No, no one wants to let the story end

You’re trying to be responsible, aren’t you? That’s why you can’t write.

The last four episodes of Princess Tutu arrived in today’s mail, so of course we put aside any plans we had to be productive this evening and settled in to watch.

I have no clue how to even begin to discuss the final episodes. When I first started watching, this really seemed a good-hearted but silly story of a duck who turns into a ballerina princess to restore a prince’s shattered heart. But by the end of the series, it was about writing, stories, how characters don’t always listen to their creators, how to love and be loved, finding our true selves, finding our power to act in the world, the nature of despair, how we can and can’t protect each other, the comfort of stories and why it’s terrifying to leave them, what we get to keep of stories when we do leave them, and the power we have to reach each other with our individual art and voices.

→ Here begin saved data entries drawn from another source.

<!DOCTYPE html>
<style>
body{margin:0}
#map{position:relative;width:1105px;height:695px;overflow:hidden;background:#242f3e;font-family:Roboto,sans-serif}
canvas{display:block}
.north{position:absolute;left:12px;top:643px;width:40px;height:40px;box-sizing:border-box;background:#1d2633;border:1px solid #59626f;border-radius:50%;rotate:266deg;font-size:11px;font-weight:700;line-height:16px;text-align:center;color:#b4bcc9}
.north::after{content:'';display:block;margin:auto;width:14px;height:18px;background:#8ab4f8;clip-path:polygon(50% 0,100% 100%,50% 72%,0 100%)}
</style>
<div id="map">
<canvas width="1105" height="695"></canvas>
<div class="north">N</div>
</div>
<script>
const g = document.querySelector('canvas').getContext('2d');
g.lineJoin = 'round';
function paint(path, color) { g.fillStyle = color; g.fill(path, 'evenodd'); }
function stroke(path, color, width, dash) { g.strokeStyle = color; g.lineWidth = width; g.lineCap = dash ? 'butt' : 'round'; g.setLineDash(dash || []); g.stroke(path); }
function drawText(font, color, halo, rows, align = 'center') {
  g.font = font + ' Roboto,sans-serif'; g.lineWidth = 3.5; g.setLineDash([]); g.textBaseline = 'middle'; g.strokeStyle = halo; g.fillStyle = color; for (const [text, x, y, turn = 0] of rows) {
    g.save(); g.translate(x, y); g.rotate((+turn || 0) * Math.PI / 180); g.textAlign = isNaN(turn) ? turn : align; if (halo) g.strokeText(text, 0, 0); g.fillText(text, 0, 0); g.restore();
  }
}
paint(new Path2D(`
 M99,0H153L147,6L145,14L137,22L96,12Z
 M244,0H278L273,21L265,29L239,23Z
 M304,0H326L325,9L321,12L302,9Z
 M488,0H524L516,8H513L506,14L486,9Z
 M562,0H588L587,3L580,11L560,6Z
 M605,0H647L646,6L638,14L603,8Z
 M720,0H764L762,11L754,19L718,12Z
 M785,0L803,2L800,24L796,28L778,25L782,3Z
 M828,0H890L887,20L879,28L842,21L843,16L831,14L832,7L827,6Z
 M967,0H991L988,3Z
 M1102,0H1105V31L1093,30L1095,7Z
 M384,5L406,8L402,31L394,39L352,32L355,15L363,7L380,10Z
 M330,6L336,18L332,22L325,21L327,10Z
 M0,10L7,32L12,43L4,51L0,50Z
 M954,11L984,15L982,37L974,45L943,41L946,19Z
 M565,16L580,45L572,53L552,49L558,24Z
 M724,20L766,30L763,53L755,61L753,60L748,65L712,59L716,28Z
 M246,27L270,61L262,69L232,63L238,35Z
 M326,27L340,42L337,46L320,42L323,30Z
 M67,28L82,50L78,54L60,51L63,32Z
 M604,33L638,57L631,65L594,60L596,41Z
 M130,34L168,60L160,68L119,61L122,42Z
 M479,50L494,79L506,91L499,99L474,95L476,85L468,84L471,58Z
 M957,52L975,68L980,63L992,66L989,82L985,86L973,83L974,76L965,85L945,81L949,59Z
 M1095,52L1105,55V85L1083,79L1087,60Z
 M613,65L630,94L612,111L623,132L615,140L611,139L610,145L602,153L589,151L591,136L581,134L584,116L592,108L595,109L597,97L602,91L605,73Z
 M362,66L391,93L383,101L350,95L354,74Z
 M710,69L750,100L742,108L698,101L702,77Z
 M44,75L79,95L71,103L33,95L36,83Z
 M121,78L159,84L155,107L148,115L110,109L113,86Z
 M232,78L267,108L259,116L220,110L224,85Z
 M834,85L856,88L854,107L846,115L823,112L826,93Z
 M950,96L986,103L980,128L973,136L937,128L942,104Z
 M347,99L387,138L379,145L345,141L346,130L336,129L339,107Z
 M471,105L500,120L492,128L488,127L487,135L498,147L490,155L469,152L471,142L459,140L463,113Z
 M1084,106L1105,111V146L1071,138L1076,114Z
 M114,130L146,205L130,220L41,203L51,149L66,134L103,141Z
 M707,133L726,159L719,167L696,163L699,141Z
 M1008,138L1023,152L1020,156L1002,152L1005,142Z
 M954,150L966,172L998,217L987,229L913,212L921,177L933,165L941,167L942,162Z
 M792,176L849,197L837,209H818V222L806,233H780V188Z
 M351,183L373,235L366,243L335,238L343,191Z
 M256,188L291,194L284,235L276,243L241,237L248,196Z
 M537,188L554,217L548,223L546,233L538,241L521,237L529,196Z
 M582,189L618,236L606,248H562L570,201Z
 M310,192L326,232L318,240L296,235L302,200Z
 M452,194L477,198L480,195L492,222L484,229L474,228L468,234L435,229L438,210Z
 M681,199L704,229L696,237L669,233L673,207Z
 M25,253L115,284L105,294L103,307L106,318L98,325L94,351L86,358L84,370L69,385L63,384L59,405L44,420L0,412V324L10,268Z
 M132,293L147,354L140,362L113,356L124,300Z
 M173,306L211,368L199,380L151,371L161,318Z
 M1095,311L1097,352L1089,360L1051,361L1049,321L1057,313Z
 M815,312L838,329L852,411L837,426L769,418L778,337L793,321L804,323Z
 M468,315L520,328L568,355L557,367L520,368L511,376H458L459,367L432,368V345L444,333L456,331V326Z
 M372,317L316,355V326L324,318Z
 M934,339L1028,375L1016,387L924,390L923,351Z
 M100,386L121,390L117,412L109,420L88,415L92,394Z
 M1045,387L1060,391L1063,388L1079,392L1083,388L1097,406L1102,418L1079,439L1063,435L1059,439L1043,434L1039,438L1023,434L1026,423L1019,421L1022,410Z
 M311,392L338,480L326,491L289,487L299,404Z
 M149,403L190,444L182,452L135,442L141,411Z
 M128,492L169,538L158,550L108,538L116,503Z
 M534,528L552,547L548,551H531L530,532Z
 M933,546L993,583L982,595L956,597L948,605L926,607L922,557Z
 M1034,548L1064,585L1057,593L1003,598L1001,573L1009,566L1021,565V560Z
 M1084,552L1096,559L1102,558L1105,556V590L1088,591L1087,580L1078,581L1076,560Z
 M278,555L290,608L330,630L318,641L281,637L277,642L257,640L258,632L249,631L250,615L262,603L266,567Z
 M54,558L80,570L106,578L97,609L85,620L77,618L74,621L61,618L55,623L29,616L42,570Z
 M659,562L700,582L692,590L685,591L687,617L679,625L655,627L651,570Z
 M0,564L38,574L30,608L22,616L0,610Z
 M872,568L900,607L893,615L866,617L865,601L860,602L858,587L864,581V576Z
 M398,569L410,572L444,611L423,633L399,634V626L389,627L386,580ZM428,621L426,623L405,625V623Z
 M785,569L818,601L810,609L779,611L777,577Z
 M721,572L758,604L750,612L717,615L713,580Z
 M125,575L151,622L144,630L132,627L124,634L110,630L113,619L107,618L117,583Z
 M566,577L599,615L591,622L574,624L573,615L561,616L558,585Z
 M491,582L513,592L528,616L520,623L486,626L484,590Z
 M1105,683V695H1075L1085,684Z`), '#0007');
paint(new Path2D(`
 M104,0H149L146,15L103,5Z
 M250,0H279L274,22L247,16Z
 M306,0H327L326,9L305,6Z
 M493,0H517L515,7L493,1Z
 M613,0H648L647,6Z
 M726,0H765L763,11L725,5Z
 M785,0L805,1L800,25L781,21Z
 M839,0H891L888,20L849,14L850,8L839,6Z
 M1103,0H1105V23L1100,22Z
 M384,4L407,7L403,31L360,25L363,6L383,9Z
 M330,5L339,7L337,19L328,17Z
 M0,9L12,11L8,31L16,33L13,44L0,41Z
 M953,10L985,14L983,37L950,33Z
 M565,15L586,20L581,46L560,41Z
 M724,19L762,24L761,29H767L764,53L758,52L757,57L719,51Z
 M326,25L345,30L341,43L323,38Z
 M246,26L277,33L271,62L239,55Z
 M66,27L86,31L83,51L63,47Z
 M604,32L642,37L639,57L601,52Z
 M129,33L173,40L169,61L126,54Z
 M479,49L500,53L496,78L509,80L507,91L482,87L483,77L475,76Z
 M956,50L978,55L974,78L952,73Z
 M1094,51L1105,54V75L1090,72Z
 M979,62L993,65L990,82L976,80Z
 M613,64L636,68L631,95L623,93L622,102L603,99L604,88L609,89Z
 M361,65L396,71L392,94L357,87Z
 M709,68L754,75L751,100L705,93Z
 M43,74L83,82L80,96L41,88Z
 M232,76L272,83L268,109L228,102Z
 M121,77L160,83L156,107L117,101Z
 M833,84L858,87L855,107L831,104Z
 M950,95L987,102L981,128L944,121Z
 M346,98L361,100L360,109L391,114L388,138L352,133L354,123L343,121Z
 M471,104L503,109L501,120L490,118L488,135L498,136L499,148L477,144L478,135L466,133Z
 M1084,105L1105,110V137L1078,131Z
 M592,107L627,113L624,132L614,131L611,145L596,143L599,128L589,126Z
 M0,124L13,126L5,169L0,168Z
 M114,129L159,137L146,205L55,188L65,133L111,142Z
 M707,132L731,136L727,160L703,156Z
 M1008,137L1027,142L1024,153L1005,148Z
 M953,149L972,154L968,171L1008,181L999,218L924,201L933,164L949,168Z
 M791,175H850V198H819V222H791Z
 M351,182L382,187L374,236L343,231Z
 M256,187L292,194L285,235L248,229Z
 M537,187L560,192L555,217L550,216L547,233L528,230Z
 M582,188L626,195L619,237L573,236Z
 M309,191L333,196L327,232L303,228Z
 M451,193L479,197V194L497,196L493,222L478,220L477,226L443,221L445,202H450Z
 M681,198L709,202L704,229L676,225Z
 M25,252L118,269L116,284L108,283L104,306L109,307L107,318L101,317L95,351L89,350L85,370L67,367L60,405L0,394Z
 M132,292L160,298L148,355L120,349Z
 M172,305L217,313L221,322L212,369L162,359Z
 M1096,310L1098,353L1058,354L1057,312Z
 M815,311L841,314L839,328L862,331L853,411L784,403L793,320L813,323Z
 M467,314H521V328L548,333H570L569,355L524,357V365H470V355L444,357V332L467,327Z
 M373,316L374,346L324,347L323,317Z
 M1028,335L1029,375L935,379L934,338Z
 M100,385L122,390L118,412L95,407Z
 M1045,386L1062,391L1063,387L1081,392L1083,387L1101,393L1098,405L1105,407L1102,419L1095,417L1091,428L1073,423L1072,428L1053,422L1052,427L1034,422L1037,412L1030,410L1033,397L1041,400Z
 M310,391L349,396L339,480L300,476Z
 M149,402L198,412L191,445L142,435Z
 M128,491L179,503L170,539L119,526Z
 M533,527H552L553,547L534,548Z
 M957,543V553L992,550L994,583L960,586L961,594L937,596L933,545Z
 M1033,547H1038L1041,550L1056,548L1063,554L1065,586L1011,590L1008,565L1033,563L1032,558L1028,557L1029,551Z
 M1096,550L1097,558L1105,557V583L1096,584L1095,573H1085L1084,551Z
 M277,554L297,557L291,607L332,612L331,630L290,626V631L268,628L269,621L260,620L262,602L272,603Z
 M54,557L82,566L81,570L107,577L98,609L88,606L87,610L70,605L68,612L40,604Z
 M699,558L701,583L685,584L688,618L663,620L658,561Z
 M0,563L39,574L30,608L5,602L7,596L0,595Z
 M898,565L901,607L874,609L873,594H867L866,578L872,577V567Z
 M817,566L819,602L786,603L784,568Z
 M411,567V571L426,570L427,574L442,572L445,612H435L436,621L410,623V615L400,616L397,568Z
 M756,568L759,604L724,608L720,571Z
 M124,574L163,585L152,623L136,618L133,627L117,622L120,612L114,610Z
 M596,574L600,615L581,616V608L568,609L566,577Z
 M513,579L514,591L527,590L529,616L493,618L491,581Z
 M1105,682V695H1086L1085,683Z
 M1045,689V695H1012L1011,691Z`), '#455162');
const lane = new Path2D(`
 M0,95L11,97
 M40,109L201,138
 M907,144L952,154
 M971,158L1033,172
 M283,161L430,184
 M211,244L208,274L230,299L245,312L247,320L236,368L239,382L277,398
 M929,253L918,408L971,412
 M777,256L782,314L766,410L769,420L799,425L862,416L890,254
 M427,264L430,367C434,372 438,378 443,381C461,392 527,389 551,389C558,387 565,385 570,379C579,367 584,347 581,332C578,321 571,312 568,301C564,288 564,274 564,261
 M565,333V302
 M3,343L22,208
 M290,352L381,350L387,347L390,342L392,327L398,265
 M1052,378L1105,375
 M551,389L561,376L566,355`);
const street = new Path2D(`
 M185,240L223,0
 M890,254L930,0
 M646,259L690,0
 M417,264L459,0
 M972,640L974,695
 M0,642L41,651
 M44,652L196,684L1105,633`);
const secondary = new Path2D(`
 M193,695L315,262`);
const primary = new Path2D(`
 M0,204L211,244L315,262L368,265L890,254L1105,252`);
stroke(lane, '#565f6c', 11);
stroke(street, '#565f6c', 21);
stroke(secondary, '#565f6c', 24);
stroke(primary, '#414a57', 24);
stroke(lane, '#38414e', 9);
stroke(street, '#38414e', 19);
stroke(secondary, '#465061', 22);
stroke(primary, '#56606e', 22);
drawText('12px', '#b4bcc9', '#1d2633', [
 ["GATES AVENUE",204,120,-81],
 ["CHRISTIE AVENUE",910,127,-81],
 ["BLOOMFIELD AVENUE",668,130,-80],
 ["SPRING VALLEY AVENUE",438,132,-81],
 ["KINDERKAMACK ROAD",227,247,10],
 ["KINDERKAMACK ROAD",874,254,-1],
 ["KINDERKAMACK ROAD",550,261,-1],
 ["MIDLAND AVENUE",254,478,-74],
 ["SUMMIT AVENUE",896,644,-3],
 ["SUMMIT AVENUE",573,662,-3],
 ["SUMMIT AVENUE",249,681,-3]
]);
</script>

Among other things I’ve no doubt left out. Plus, there was also one bit that’s too spoilery to even whisper about, but that made me very, very happy, because I saw it back in the first season and didn’t think the writers would really follow it anywhere.

And once I get screen capture to work, I’m totally creating an icon that says, “He lost patience and called a duck into the story.” (ETA: Done.)

“It’s my fault. Because I’m thinking that I don’t want the story to end.”
“Idiot. You’re not the only one … No, no one wants the story to end … Everyone is scared of returning to their true selves.”